Not so much in his own family. His grandfather had been agin the government in Russia and Poland but that had been an emotional matter rather than an intellectual one. Seymour’s mother, who had learned the hard way in Austro-Hungarian prisons what the discussion of ideas could lead to, shrank now from engaging with them too closely. His father, who had learnt the same lesson, now kept resolutely away from politics of any kind and concentrated on business. Only in Seymour’s sister did the revolutionary passion of their grandparents burn on.
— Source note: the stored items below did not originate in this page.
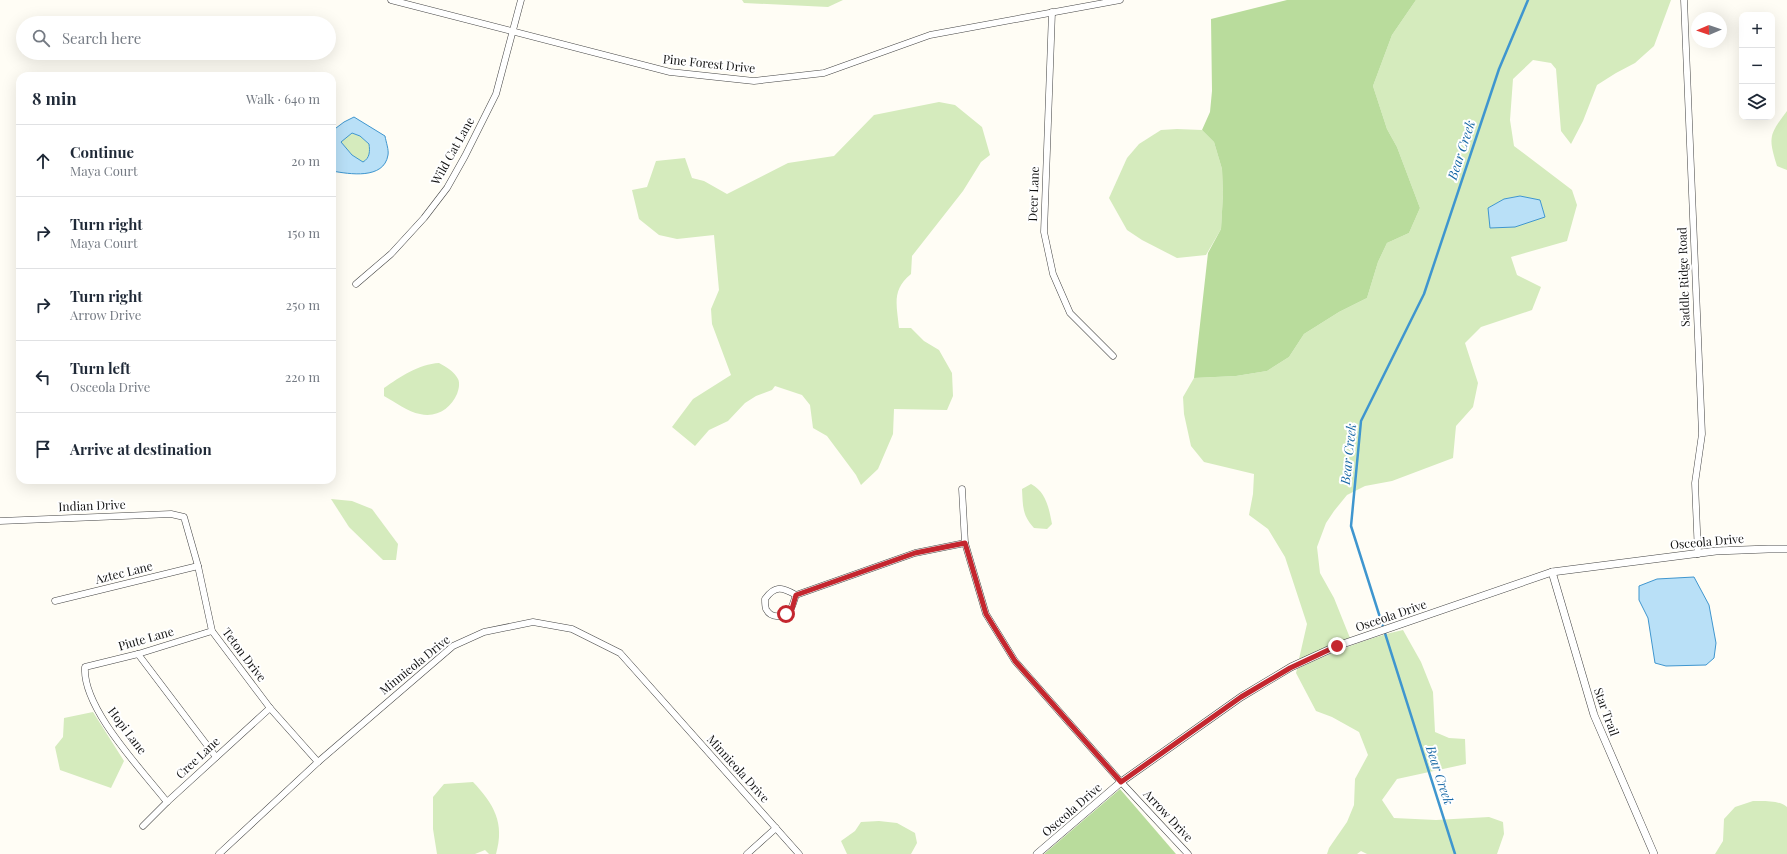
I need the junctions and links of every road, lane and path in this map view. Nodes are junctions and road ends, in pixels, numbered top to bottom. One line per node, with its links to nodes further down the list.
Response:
1 (391, 0): 6 (street, Pine Forest Drive)
2 (521, 0): 6 (street, Wild Cat Lane)
3 (1120, 0): 5 (street, Pine Forest Drive)
4 (1684, 0): 14 (street, Saddle Ridge Road)
5 (1052, 12): 6 (street, Pine Forest Drive); 8 (street, Deer Lane)
6 (511, 32): 7 (street, Wild Cat Lane)
7 (356, 284)
8 (1113, 356)
9 (962, 489): 12 (street, Arrow Drive)
10 (184, 517): 11 (street, Indian Drive); 15 (street, Teton Drive)
11 (0, 521)
12 (965, 543): 17 (street); 25 (street, Arrow Drive)
13 (1787, 550): 14 (street, Osceola Drive)
14 (1698, 554): 16 (street, Osceola Drive)
15 (198, 566): 18 (street, Aztec Lane); 19 (street, Teton Drive)
16 (1552, 572): 25 (street, Osceola Drive); 34 (street, Star Trail)
17 (796, 595): 17 (street)
18 (55, 601)
19 (212, 631): 20 (street, Piute Lane); 22 (street, Teton Drive)
20 (138, 654): 21 (street, Piute Lane); 23 (street)
21 (85, 667): 26 (street, Hopi Lane)
22 (270, 708): 23 (street, Cree Lane); 24 (street, Teton Drive)
23 (216, 757): 26 (street, Cree Lane)
24 (318, 762): 28 (street, Minnieola Drive); 29 (street, Minnieola Drive)
25 (1121, 782): 32 (street, Osceola Drive); 33 (street, Arrow Drive)
26 (167, 802): 27 (street, Cree Lane)
27 (143, 826)
28 (776, 828): 30 (street); 31 (street, Minnieola Drive)
29 (219, 854)
30 (747, 854)
31 (799, 854)
32 (1037, 854)
33 (1188, 854)
34 (1654, 854)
She was a member of every dotty organization the East End could provide, and there were many of them: feminist, socialist, trade union, teachers’ — she was a teacher herself, and had dragged Seymour as a young boy, not altogether unwillingly, from one meeting to another. And then been crushingly disappointed when he had joined the police.

Not much intellectual discussion in the Mile End police station! But Seymour’s linguistic gifts had led to him being put in the Special Branch and used principally with the East End’s many dissident groups. Frightening to some, and especially the government: but when you got to know them, frightening to no one else.

So Seymour was used to groups like the present one and not alarmed, amused by them, rather, and tender towards them as to the young.

The conversation was on lines similar to the one they had been having the last time he had met them. They questioned him eagerly about the revolution in Istanbul and were interested, and a little depressed, when he told them that his impression was that the people most instrumental in making it were the young officers in the army.

‘No chance of that happening here,’ they said dejectedly. ‘The army’s French.’

At one point he realized that they were all speaking in French. He thought at first that this might be out of consideration for him but then understood that this was how they habitually spoke. It seemed odd, a bunch of young Moroccan nationalists and yet all speaking French. Then he saw that this was part of their problem.